На первой совместной встрече командующих обеих республиканских армий 16 брюмера [6] в Фальсбурге Сен-Жюст изложил генералам свой стратегический план. Всегда сдержанный Пишегрю, сам бывший преподаватель тактики и стратегии в офицерском училище в Бриенне, которому Антуан с самого начала отдавал предпочтение перед Гошем, предполагая в дальнейшем поручить ему верховное военное командование над объединенной армейской группировкой [7], не сделал ни одного замечания. Зато удивил обычно задиристый Гош. План Сен-Жюста генерал принял с энтузиазмом и даже со свойственным ему талантом уточнил и дополнил, предложив сразу же после взятия Бича из частей обеих армий создать ударный корпус для вторжения в Цвейбрюккен, откуда можно было, угрожая левому флангу противника, заставить отступить его, открыв прямой путь на Ландау.
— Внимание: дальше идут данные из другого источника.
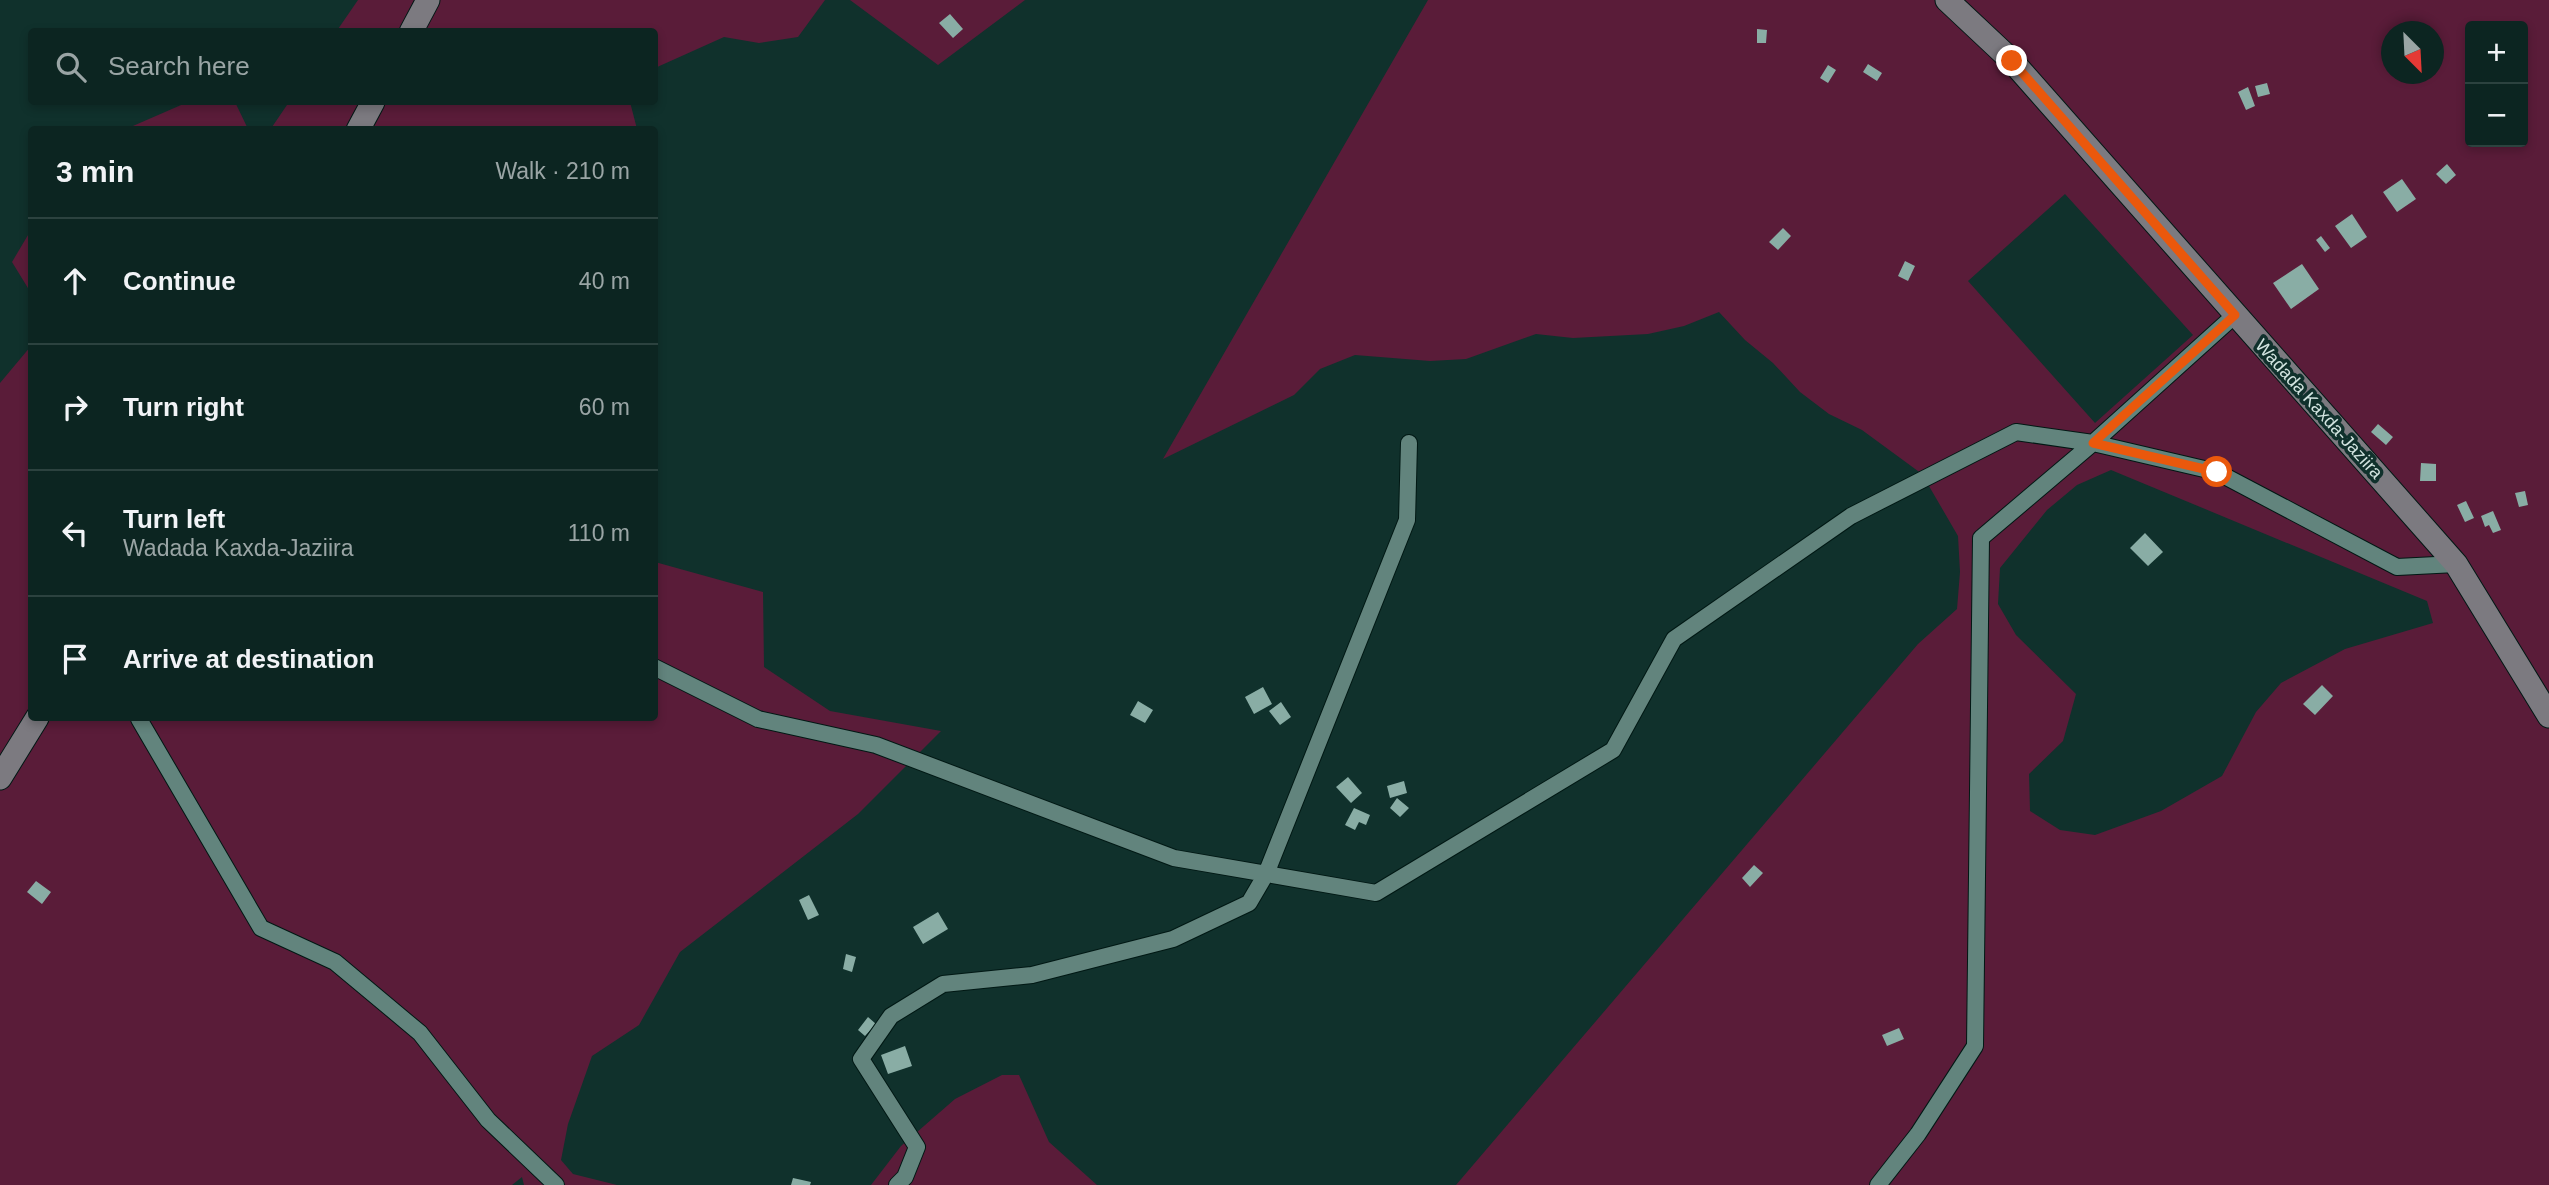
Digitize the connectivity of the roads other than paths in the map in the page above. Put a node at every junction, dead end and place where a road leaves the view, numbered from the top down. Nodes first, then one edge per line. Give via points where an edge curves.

Наступление планировалась начать через пять дней – требовалось доукомплектовать ударные части Мозельской армии за счет Арденской и дождаться резервов из Парижа. Но 21 брюмера войска не выступили – обещанные Карно 10 батальонов (Сен-Жюст просил 12) не прибыли [8], а Пишегрю затянул с переброской частей Гошу. Войска фронта до сих пор не получили подкреплений: Сен-Жюсту приходилось усиливать армию за счет наличных сил департамента, по собственному почину проводя мобилизацию и разыскивая скрывающихся дезертиров.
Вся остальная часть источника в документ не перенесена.